Now when I see the young crowd. And when I think young, I think like in the 20s. Under 30. Brilliant people with technology. As you know, you met a lot of these kids doing this. But yet there’s … And when we were that age. Listen you think yours is the biggest. You have the biggest ego. That’s fine. That’s cool. But then on the other end, you have say 55 plus who are into gold. And there’s like a stubbornness there. Like the old guard. This is the way it’s supposed to be. And I always thought like if these two groups could just merge together and learn from each other that you would see adoption, I think, not only would be good for gold, especially tokenizing gold bars.
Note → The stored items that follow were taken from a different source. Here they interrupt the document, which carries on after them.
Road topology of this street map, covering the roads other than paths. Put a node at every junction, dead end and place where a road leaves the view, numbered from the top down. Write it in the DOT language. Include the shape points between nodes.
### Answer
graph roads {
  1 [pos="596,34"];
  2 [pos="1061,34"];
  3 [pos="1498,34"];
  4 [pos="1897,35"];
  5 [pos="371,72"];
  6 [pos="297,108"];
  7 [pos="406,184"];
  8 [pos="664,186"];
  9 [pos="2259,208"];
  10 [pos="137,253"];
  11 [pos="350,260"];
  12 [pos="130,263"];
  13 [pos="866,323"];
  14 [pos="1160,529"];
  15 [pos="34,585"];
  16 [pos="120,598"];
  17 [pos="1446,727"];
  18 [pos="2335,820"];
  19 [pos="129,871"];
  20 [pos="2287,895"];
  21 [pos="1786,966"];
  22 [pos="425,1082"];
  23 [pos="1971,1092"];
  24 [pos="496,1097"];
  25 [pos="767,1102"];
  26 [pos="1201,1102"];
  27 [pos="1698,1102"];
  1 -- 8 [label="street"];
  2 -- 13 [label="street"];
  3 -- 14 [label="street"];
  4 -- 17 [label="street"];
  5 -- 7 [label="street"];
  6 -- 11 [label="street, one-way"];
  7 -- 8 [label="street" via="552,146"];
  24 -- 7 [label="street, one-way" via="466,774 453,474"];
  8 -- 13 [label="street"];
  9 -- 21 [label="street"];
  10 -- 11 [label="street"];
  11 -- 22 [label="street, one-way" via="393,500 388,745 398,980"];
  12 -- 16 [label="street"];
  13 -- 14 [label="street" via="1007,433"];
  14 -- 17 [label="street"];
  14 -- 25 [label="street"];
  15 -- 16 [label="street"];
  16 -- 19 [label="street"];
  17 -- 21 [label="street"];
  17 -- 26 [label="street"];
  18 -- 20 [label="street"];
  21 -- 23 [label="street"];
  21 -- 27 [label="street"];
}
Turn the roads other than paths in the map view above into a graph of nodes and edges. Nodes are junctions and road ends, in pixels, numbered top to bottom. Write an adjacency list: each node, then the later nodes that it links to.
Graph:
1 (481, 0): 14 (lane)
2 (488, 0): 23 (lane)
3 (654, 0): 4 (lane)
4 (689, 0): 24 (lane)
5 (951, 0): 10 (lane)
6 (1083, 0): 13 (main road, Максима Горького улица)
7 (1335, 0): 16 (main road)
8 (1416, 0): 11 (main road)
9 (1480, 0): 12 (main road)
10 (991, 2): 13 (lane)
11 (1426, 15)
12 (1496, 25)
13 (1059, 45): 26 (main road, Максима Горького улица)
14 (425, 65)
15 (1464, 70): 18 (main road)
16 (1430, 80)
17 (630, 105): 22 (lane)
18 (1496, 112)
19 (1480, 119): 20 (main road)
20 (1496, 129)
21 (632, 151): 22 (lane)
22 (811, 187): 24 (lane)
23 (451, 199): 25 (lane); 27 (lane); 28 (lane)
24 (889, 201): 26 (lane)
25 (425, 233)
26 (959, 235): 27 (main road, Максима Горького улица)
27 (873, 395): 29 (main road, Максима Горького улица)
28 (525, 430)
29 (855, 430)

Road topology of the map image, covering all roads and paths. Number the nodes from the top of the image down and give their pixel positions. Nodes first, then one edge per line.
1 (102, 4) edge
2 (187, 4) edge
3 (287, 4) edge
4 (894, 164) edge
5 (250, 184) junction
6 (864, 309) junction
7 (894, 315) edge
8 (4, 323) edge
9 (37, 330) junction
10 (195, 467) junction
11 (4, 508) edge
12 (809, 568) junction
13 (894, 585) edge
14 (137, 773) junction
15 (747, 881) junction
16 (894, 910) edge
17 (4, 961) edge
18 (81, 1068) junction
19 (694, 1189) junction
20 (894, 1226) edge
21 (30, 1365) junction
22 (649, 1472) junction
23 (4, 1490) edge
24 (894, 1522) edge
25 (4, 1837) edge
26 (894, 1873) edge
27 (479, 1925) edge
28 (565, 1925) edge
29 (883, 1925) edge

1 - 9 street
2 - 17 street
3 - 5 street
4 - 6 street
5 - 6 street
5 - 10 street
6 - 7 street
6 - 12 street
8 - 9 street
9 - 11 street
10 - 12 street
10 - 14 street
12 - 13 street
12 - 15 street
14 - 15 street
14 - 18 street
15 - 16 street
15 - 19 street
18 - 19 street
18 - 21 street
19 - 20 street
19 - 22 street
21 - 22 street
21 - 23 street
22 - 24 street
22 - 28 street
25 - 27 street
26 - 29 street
Making it easier for people to own this and transfer it and stuff like that. But do you sense that as well? Because a lot of times what I’m seeing is … And I get calls on this all the time, where the old guard they’re talking to these young crypto guys and they’re like, “Oh.” They think they’re too old.

But it’s almost like a back and forth where I think if they just stopped and listened to each other and worked together, I think you’ll see mass adoption to the point where institutions are going to be into block chain and into bitcoin. And I also think vice versa. That would be good for gold. Instead of like the old guard just bashing bitcoin all the time. And I think it would be an alternative for both them. But I wanted to get your thoughts on that. If I’m just like on an island by myself with that thesis?

Frank Holmes: I think the bashing stuff is just a distraction. You can’t pulled into that narrative. They’re different. Different audience. I think coming with a libra coin backed by gold. There was something that was … Forbes had written to them and suggested they think of doing that. So I think that that’s positive. If they were to do something like that, that would be huge to gold. That would be a game changer because you wouldn’t have to physically carry that bullion around with you. It would be securitized by it. And that would be the ultimate game changer. But I think that … Just don’t get caught up with the … President Clinton years ago said, “Don’t follow the headlines, follow trend line.” And I think the trend line. You’ve been successful in your launch. The wallets continue to grow.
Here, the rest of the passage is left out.